_ABOUT THIS TASK_
Give the number of lines in the listing below that include the word "bridge", with nothing more.

**********

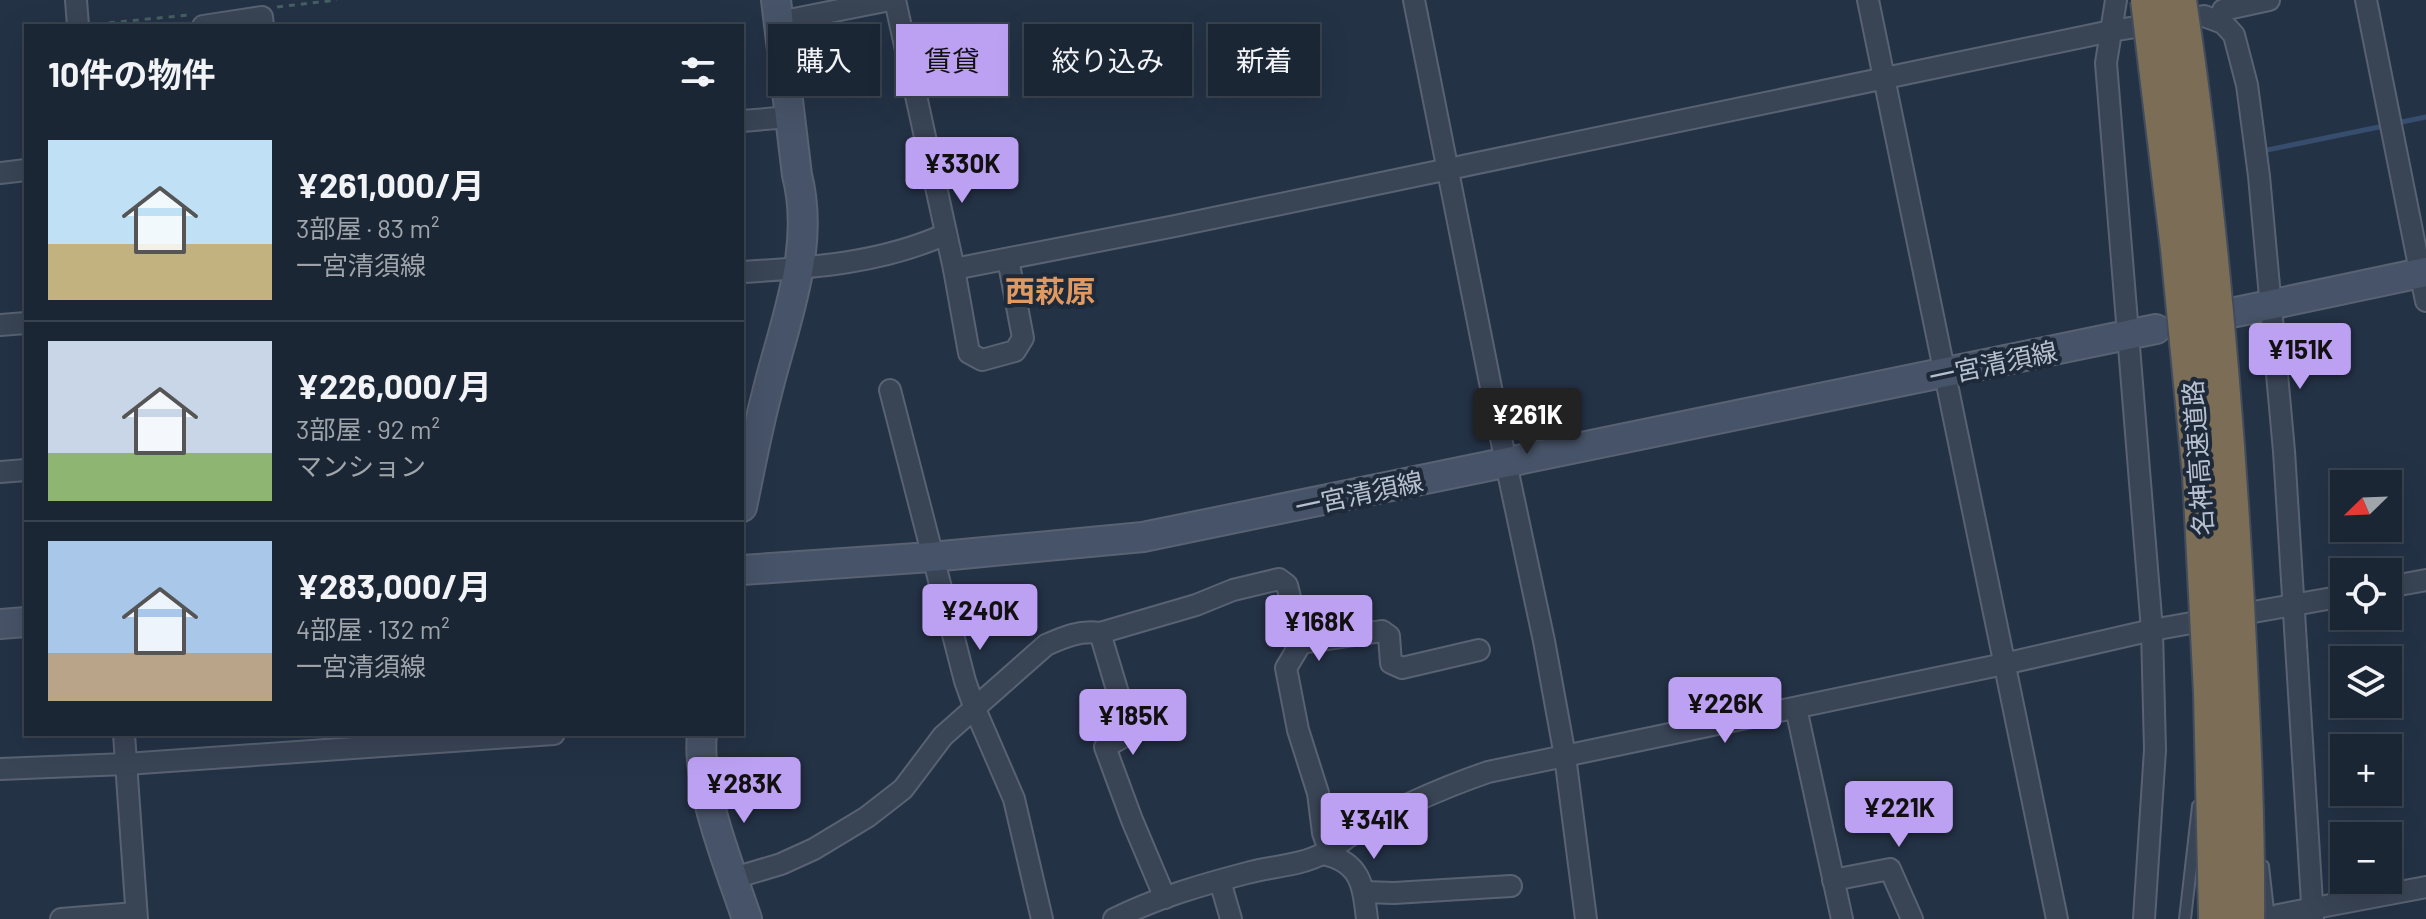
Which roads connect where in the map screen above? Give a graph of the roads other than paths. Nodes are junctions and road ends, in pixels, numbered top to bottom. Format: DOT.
graph roads {
  1 [pos="76,0"];
  2 [pos="893,0"];
  3 [pos="1414,0"];
  4 [pos="1868,0"];
  5 [pos="2116,0"];
  6 [pos="2148,0"];
  7 [pos="2179,0"];
  8 [pos="2269,0"];
  9 [pos="2366,0"];
  10 [pos="778,11"];
  11 [pos="2223,11"];
  12 [pos="78,24"];
  13 [pos="216,24"];
  14 [pos="263,24"];
  15 [pos="2111,31"];
  16 [pos="1884,78"];
  17 [pos="790,117"];
  18 [pos="744,121"];
  19 [pos="1447,168"];
  20 [pos="24,170"];
  21 [pos="0,173"];
  22 [pos="946,234"];
  23 [pos="1008,259"];
  24 [pos="798,269"];
  25 [pos="954,269"];
  26 [pos="744,272"];
  27 [pos="2424,282"];
  28 [pos="2270,305"];
  29 [pos="2236,312"];
  30 [pos="24,323"];
  31 [pos="0,325"];
  32 [pos="2156,329"];
  33 [pos="2127,335"];
  34 [pos="1945,373"];
  35 [pos="890,390"];
  36 [pos="752,419"];
  37 [pos="1506,463"];
  38 [pos="24,470"];
  39 [pos="0,472"];
  40 [pos="744,489"];
  41 [pos="931,557"];
  42 [pos="744,570"];
  43 [pos="2426,580"];
  44 [pos="2402,584"];
  45 [pos="2330,599"];
  46 [pos="2293,606"];
  47 [pos="24,622"];
  48 [pos="0,624"];
  49 [pos="2152,630"];
  50 [pos="1100,633"];
  51 [pos="1301,643"];
  52 [pos="1479,650"];
  53 [pos="2004,664"];
  54 [pos="2226,693"];
  55 [pos="1796,708"];
  56 [pos="975,709"];
  57 [pos="124,736"];
  58 [pos="525,736"];
  59 [pos="702,736"];
  60 [pos="1565,756"];
  61 [pos="126,764"];
  62 [pos="0,769"];
  63 [pos="2201,784"];
  64 [pos="2199,799"];
  65 [pos="2258,829"];
  66 [pos="1326,852"];
  67 [pos="2262,859"];
  68 [pos="734,878"];
  69 [pos="1833,880"];
  70 [pos="1220,881"];
  71 [pos="1511,886"];
  72 [pos="2426,887"];
  73 [pos="1364,892"];
  74 [pos="1165,898"];
  75 [pos="2313,914"];
  76 [pos="136,916"];
  77 [pos="2265,918"];
  78 [pos="61,919"];
  79 [pos="747,919"];
  80 [pos="1042,919"];
  81 [pos="1114,919"];
  82 [pos="1231,919"];
  83 [pos="1367,919"];
  84 [pos="1586,919"];
  85 [pos="1842,919"];
  86 [pos="1912,919"];
  87 [pos="2057,919"];
  88 [pos="2144,919"];
  89 [pos="2185,919"];
  90 [pos="2216,919"];
  1 -- 12 [label="street"];
  2 -- 10 [label="street"];
  2 -- 22 [label="street"];
  3 -- 19 [label="street"];
  4 -- 16 [label="street"];
  5 -- 15 [label="street"];
  6 -- 54 [label="highway, 名神高速道路, bridge"];
  7 -- 54 [label="highway, 名神高速道路, bridge"];
  8 -- 11 [label="street"];
  9 -- 27 [label="street"];
  10 -- 17 [label="main road"];
  11 -- 15 [label="street"];
  11 -- 28 [label="street"];
  13 -- 14 [label="street"];
  15 -- 16 [label="street"];
  15 -- 33 [label="street"];
  16 -- 19 [label="street"];
  16 -- 34 [label="street"];
  17 -- 18 [label="street"];
  17 -- 24 [label="main road"];
  19 -- 23 [label="street"];
  19 -- 37 [label="street"];
  20 -- 21 [label="street"];
  22 -- 24 [label="street"];
  22 -- 25 [label="street"];
  23 -- 25 [label="street"];
  23 -- 25 [label="street"];
  24 -- 26 [label="street"];
  24 -- 36 [label="main road"];
  27 -- 28 [label="main road"];
  28 -- 29 [label="main road"];
  28 -- 46 [label="street"];
  30 -- 31 [label="street"];
  32 -- 33 [label="main road, 一宮清須線"];
  33 -- 34 [label="main road, 一宮清須線"];
  33 -- 49 [label="street"];
  34 -- 37 [label="main road, 一宮清須線"];
  34 -- 53 [label="street"];
  35 -- 41 [label="street"];
  36 -- 40 [label="main road"];
  37 -- 41 [label="main road, 一宮清須線"];
  37 -- 60 [label="street"];
  38 -- 39 [label="street"];
  41 -- 42 [label="main road, 一宮清須線"];
  41 -- 56 [label="street"];
  43 -- 44 [label="street"];
  45 -- 46 [label="street"];
  46 -- 49 [label="street"];
  46 -- 75 [label="street"];
  47 -- 48 [label="main road"];
  49 -- 53 [label="street"];
  49 -- 88 [label="street"];
  50 -- 51 [label="street"];
  50 -- 56 [label="street"];
  50 -- 74 [label="street"];
  51 -- 52 [label="street"];
  51 -- 66 [label="street"];
  53 -- 55 [label="street"];
  53 -- 87 [label="street"];
  54 -- 63 [label="lane"];
  54 -- 65 [label="lane"];
  54 -- 77 [label="highway, 名神高速道路, bridge"];
  54 -- 90 [label="highway, 名神高速道路, bridge"];
  55 -- 60 [label="street"];
  55 -- 69 [label="street"];
  56 -- 68 [label="street"];
  56 -- 80 [label="street"];
  57 -- 61 [label="street"];
  58 -- 61 [label="street"];
  59 -- 68 [label="main road"];
  60 -- 66 [label="street"];
  60 -- 84 [label="street"];
  61 -- 62 [label="street"];
  61 -- 76 [label="street"];
  64 -- 89 [label="lane"];
  66 -- 70 [label="street"];
  66 -- 73 [label="street"];
  67 -- 77 [label="lane"];
  68 -- 79 [label="main road"];
  69 -- 85 [label="street"];
  69 -- 86 [label="street"];
  70 -- 74 [label="street"];
  70 -- 82 [label="street"];
  71 -- 73 [label="street"];
  72 -- 75 [label="street"];
  73 -- 83 [label="street"];
  74 -- 81 [label="street"];
  75 -- 77 [label="street"];
  76 -- 78 [label="street"];
}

**********

_EXPECTED ANSWER_
4